Vancouver, British Columbia (July 30, 2020) — PowerBand Solutions Inc. (TSXV: PBX) (OTCQB: PWWBF) (Frankfurt: 1ZVA) (“PowerBand“, “PBX” or the “Company”) is pleased to announce the results of voting at its Annual General Meeting of Shareholders held Wednesday, July 29, 2020 in Burlington, Ontario, Canada.
Shareholders voted in favour of all items put forward by the Board of Directors and management, namely:
- The number of Directors was set at five (5).
- The elected Directors of the Company are:
- MNP LLP has been appointed as the Company’s auditor.
- The 2020 Incentive Stock Option Plan (20% Fixed Plan) was approved by disinterested shareholders, reserving for issuance up to 22,435,693 common shares of the Company.
- The 2020 Restricted Share Unit Plan was approved by disinterested shareholders, reserving for issuance a maximum of 2,000,000 common shares of the Company.
The Company also announces that as a term of the July 19, 2019 Unit Purchase Agreement to acquire a 60% interest of MUSA Holdings, LLC, it has issued 900,000 common shares of PBX to MUSA Companies, LLC on the one year anniversary of the acquisition. An additional 900,000 shares will be issued on the second anniversary of the acquisition.
About PowerBand Solutions Inc.
PowerBand Solutions Inc., listed on the TSX Venture Exchange and the OTCQB markets, is a fintech provider disrupting the automotive industry. PowerBand’s integrated, cloud-based transaction platform facilitates transactions amongst consumers, dealers, funders and manufacturers (OEMs). It enables them to buy, sell, trade, finance, and lease new and used, electric- and non-electric vehicles, on smart phones or any other online digital devices, from any location. PowerBand’s transaction platform — being trademarked under DRIVRZ — is being made available across North American and global markets.
For further information, please contact:
Richard Goldman, VP Corporate Development
This news release contains forward-looking statements relating to the Company and other statements that are not historical facts. Forward-looking statements are often identified by terms such as “will”, “may”, “should”, “anticipate”, “expects” and similar expressions. All statements other than statements of historical fact, included in this release, including, without limitation, statements regarding future plans and objectives of the Company, are forward looking statements that involve risks and uncertainties. There can be no assurance that such statements will prove to be accurate and actual results and future events could differ materially from those anticipated in such statements.

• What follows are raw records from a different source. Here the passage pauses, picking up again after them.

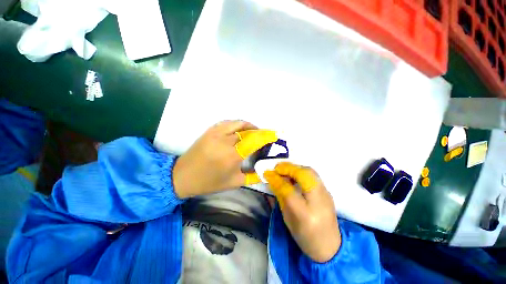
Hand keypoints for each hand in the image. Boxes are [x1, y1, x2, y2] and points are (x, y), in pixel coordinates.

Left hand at [173, 120, 276, 198]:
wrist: (182, 176)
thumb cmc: (209, 182)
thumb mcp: (234, 183)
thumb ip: (253, 177)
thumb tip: (266, 172)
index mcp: (232, 156)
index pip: (254, 140)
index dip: (265, 136)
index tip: (273, 136)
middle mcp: (225, 141)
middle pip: (247, 130)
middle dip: (259, 132)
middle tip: (264, 136)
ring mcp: (215, 133)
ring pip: (237, 123)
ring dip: (248, 125)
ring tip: (254, 131)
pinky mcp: (209, 131)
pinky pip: (227, 123)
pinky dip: (236, 124)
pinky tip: (239, 130)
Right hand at [264, 162, 340, 262]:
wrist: (330, 246)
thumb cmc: (304, 236)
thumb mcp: (288, 219)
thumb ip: (281, 197)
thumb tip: (273, 180)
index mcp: (305, 215)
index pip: (289, 191)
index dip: (276, 179)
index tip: (267, 173)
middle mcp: (319, 201)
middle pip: (304, 175)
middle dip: (288, 168)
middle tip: (276, 168)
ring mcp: (326, 194)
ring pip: (310, 171)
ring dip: (294, 167)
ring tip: (284, 169)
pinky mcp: (327, 191)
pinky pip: (313, 175)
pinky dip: (301, 170)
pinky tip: (294, 174)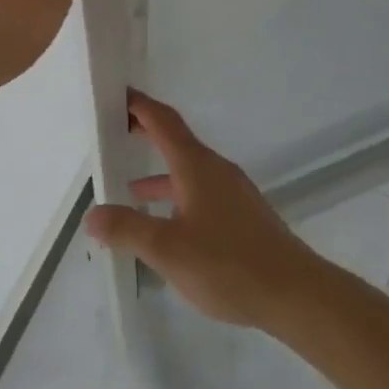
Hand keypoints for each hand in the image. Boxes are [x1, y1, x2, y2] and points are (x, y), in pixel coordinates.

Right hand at [83, 91, 323, 328]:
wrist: (295, 293)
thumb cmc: (228, 263)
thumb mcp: (167, 249)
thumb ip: (127, 229)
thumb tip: (92, 215)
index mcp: (196, 166)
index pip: (163, 121)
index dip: (139, 105)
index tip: (116, 95)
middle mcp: (216, 170)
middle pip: (176, 141)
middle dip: (146, 133)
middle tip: (116, 131)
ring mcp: (233, 193)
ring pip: (189, 171)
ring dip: (160, 173)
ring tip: (130, 190)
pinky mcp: (243, 216)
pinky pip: (201, 192)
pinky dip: (177, 196)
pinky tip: (169, 226)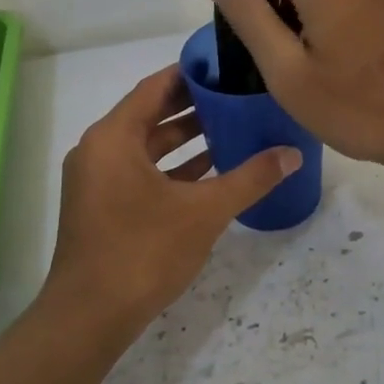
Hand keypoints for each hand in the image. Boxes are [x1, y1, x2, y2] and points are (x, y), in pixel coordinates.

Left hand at [41, 64, 300, 334]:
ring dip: (184, 140)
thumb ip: (250, 178)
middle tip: (237, 97)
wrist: (90, 316)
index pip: (155, 88)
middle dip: (193, 108)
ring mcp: (96, 181)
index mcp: (113, 137)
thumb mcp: (204, 211)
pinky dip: (170, 169)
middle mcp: (98, 150)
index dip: (190, 75)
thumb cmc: (143, 251)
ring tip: (231, 130)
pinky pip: (139, 173)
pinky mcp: (100, 207)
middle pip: (149, 115)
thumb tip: (293, 154)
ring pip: (145, 148)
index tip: (226, 67)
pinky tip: (209, 173)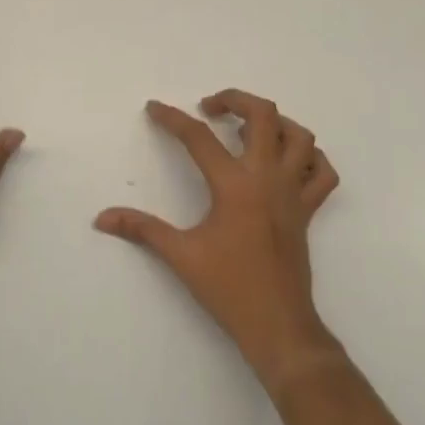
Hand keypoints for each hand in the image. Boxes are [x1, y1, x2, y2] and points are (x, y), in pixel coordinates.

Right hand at [94, 90, 340, 387]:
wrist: (277, 324)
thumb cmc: (228, 287)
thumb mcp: (180, 255)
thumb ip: (141, 229)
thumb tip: (102, 218)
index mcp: (235, 185)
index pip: (199, 138)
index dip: (172, 118)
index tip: (154, 108)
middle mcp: (268, 178)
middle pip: (263, 115)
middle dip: (235, 100)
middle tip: (210, 108)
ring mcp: (294, 192)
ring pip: (300, 137)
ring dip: (275, 122)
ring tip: (248, 129)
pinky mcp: (308, 210)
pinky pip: (322, 173)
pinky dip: (310, 158)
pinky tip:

The reader is cautioned that assumptions used in the preparation of any forward-looking information may prove to be incorrect. Events or circumstances may cause actual results to differ materially from those predicted, as a result of numerous known and unknown risks, uncertainties, and other factors, many of which are beyond the control of the Company. As a result, we cannot guarantee that any forward-looking statement will materialize, and the reader is cautioned not to place undue reliance on any forward-looking information. Such information, although considered reasonable by management at the time of preparation, may prove to be incorrect and actual results may differ materially from those anticipated.
Forward-looking statements contained in this news release are expressly qualified by this cautionary statement. The forward-looking statements contained in this news release are made as at the date of this news release, and the Company does not undertake any obligation to update publicly or to revise any of the included forward-looking statements, whether as a result of new information, future events or otherwise, except as expressly required by Canadian securities law.
Neither the TSXV nor its Regulation Services Provider (as that term is defined in the policies of the TSXV) accepts responsibility for the adequacy or accuracy of this news release.
This press release does not constitute an offer to sell or a solicitation of an offer to buy any of the securities in the United States. The securities have not been and will not be registered under the United States Securities Act of 1933, as amended (the “U.S. Securities Act”) or any state securities laws and may not be offered or sold within the United States unless registered under the U.S. Securities Act and applicable state securities laws, unless an exemption from such registration is available.